- Work order -
Your job is to copy every line in the material containing the word "Charlemagne".

'''

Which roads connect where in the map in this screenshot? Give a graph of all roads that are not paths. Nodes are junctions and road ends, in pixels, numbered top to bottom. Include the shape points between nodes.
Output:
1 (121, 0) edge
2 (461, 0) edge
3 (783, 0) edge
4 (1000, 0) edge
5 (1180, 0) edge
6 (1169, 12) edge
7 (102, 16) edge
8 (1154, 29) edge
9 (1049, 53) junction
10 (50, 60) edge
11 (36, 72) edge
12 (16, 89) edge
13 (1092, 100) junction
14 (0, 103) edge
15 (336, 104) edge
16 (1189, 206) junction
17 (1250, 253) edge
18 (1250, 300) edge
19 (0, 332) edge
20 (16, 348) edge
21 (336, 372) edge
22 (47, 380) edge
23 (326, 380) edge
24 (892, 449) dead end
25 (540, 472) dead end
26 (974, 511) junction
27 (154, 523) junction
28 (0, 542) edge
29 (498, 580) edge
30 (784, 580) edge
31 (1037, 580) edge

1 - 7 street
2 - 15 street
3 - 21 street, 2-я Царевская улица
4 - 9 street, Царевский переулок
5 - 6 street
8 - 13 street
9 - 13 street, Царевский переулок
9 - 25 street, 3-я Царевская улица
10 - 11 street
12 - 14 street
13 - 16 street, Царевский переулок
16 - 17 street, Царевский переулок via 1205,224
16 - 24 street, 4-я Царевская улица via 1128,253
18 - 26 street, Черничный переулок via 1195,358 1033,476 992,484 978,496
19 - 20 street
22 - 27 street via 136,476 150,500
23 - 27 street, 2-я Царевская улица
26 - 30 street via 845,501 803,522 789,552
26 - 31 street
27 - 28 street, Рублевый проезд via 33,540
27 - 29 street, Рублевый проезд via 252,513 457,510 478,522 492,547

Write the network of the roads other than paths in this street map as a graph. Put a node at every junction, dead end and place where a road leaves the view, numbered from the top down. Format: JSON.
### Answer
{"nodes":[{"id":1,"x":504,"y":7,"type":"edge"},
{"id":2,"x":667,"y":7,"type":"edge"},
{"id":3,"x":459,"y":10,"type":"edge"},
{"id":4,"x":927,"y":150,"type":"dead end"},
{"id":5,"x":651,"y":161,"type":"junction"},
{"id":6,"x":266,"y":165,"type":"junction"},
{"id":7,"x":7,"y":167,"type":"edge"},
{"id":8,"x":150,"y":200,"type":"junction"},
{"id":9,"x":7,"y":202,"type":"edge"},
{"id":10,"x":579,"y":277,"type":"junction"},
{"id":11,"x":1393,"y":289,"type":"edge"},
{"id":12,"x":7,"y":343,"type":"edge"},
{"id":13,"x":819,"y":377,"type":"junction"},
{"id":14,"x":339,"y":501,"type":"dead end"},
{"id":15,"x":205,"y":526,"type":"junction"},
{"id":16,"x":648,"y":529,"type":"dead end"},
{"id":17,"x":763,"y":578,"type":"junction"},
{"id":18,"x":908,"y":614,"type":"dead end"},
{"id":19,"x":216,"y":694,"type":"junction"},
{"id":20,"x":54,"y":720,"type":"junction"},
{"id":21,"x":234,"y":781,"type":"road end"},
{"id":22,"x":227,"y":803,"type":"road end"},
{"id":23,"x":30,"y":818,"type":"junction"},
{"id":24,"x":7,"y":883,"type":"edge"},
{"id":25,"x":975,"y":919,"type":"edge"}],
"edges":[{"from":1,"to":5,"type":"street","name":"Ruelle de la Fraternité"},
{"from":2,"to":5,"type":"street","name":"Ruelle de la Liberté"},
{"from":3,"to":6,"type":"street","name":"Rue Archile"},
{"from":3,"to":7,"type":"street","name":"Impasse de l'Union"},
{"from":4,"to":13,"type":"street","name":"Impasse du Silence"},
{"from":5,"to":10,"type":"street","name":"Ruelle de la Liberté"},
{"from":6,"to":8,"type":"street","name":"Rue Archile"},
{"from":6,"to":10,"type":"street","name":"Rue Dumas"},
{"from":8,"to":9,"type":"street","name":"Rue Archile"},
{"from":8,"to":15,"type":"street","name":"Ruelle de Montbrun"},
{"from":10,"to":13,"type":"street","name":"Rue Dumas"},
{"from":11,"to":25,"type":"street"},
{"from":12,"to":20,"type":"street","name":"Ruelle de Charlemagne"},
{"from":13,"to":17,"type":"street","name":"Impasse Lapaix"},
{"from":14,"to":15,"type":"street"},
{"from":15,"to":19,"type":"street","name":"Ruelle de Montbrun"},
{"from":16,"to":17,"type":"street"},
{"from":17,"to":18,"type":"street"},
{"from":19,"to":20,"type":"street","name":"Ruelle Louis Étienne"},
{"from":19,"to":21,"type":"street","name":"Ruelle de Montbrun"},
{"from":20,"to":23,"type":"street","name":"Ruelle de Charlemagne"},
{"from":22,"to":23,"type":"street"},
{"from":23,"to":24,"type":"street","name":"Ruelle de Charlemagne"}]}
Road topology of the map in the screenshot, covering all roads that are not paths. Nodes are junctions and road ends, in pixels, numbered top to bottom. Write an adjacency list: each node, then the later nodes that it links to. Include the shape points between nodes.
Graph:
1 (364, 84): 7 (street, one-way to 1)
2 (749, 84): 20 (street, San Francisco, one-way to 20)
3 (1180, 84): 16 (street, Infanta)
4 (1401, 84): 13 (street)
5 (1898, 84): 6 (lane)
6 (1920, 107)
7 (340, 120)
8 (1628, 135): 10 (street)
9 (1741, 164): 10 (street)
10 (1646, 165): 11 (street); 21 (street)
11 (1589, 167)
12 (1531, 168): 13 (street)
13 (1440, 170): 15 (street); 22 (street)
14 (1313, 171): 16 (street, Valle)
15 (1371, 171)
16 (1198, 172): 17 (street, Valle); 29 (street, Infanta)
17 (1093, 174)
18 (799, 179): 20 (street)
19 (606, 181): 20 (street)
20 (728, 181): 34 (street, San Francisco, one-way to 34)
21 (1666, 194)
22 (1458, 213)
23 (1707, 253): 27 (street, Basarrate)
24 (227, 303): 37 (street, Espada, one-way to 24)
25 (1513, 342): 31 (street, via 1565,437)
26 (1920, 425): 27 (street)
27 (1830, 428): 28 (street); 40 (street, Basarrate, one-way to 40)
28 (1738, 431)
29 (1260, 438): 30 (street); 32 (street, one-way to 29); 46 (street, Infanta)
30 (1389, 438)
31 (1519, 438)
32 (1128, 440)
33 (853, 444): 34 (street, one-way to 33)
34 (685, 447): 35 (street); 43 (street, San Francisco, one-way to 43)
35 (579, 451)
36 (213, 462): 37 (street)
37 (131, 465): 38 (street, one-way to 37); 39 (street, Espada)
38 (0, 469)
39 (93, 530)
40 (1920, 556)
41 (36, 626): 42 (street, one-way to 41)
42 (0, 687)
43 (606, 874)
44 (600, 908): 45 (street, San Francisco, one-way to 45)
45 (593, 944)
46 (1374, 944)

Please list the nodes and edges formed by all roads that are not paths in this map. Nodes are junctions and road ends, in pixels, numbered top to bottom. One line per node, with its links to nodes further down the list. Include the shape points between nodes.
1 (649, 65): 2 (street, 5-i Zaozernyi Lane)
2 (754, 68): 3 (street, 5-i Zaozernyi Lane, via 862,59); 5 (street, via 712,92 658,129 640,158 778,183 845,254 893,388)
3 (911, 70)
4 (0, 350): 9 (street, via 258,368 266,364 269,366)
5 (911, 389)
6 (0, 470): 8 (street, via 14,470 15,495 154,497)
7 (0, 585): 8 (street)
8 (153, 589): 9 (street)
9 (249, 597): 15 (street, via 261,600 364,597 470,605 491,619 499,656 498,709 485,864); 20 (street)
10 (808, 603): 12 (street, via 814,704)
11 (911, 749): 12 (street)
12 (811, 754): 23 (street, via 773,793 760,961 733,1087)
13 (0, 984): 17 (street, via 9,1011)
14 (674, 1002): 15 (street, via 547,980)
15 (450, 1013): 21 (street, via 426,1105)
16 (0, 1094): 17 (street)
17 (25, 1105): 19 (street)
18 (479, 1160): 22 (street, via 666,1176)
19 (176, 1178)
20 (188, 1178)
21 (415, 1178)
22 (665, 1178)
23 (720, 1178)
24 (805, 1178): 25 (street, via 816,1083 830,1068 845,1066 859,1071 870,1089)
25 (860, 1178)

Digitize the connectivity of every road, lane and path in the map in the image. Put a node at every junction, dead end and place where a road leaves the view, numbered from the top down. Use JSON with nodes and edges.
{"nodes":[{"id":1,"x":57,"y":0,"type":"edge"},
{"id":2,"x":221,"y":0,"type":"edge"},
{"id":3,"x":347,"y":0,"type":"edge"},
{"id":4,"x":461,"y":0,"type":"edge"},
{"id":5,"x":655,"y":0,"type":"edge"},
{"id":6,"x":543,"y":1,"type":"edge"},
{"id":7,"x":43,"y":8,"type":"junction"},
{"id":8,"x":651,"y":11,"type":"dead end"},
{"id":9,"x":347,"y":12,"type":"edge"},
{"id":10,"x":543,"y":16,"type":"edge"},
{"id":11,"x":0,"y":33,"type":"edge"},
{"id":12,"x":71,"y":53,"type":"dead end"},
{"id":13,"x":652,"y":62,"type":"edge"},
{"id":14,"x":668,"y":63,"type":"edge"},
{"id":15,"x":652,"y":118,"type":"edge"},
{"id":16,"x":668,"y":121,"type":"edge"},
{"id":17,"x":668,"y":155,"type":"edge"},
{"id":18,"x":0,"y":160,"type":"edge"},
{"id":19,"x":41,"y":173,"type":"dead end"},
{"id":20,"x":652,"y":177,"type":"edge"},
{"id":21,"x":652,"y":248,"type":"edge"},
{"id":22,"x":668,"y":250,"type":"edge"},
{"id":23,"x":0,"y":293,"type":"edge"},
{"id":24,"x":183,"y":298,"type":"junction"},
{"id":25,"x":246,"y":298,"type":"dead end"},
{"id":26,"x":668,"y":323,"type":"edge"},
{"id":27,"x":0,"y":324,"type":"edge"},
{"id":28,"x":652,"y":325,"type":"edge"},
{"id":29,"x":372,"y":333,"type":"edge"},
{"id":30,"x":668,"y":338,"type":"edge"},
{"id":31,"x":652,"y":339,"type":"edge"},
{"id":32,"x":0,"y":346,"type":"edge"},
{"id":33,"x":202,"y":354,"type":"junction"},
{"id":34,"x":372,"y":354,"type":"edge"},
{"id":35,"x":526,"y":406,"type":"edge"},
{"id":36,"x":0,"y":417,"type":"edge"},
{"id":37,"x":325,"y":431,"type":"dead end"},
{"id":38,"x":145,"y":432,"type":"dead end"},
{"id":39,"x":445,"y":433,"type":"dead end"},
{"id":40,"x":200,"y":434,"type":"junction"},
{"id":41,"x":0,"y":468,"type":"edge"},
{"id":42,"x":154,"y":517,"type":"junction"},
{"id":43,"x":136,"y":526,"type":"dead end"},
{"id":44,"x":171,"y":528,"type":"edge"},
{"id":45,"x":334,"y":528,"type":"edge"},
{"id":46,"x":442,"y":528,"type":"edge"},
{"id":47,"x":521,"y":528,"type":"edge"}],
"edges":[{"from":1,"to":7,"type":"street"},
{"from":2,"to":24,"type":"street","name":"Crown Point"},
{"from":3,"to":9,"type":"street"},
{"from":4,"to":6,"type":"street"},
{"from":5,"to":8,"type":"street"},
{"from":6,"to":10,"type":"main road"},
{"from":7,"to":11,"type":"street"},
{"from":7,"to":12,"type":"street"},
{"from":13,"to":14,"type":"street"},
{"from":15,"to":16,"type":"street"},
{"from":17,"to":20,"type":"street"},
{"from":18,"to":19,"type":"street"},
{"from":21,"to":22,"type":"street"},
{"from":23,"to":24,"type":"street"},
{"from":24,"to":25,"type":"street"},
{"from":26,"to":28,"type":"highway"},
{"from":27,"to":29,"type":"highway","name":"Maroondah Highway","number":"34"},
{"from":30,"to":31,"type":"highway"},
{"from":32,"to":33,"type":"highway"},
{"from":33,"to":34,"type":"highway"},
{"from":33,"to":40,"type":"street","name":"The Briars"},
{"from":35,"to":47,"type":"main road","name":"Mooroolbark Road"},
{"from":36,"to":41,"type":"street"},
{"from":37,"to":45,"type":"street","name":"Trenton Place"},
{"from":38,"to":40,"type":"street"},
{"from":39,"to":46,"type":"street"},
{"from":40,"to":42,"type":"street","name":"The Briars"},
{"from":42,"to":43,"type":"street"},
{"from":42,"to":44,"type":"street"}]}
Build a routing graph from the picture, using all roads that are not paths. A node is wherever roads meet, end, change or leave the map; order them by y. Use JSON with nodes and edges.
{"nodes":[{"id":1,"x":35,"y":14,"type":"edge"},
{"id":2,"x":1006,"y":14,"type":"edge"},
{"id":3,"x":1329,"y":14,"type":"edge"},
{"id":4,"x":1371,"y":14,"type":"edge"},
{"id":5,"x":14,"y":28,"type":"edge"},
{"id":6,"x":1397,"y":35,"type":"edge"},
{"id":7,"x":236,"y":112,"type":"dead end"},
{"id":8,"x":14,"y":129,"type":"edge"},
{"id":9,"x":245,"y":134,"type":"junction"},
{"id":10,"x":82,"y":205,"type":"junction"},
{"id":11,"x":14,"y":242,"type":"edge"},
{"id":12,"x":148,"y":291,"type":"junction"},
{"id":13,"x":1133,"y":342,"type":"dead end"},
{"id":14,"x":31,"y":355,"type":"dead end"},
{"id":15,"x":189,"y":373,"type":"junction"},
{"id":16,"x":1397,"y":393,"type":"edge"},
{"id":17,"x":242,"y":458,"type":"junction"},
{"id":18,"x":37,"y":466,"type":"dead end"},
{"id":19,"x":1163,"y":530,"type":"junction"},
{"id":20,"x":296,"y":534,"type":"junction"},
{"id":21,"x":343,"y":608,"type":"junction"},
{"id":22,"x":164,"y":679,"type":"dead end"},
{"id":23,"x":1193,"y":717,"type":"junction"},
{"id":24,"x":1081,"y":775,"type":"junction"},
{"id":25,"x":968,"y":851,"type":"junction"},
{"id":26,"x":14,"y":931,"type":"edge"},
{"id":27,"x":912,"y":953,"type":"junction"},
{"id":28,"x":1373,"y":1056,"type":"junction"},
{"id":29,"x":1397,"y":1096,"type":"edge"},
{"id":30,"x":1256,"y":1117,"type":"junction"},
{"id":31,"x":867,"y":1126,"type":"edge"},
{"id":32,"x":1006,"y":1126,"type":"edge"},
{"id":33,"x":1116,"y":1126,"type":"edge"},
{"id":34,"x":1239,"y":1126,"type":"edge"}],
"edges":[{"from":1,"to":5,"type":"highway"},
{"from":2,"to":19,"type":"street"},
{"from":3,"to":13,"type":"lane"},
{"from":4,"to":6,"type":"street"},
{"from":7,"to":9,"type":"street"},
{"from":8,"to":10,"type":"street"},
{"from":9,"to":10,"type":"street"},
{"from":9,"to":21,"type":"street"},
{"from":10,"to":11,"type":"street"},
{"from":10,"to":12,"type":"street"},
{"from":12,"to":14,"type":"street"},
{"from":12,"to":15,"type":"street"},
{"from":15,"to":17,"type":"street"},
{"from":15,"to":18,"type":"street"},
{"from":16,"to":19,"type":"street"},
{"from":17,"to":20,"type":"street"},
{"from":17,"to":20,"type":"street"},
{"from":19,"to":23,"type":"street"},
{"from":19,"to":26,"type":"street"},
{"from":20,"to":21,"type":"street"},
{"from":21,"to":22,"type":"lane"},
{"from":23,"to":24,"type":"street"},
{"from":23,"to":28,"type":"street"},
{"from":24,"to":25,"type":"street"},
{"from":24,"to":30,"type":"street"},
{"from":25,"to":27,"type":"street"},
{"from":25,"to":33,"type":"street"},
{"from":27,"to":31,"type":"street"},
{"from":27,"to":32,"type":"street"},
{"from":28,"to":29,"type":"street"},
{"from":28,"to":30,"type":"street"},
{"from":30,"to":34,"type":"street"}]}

'''

- Solved exercise -
{"from":12,"to":20,"type":"street","name":"Ruelle de Charlemagne"},
{"from":20,"to":23,"type":"street","name":"Ruelle de Charlemagne"},
{"from":23,"to":24,"type":"street","name":"Ruelle de Charlemagne"}]}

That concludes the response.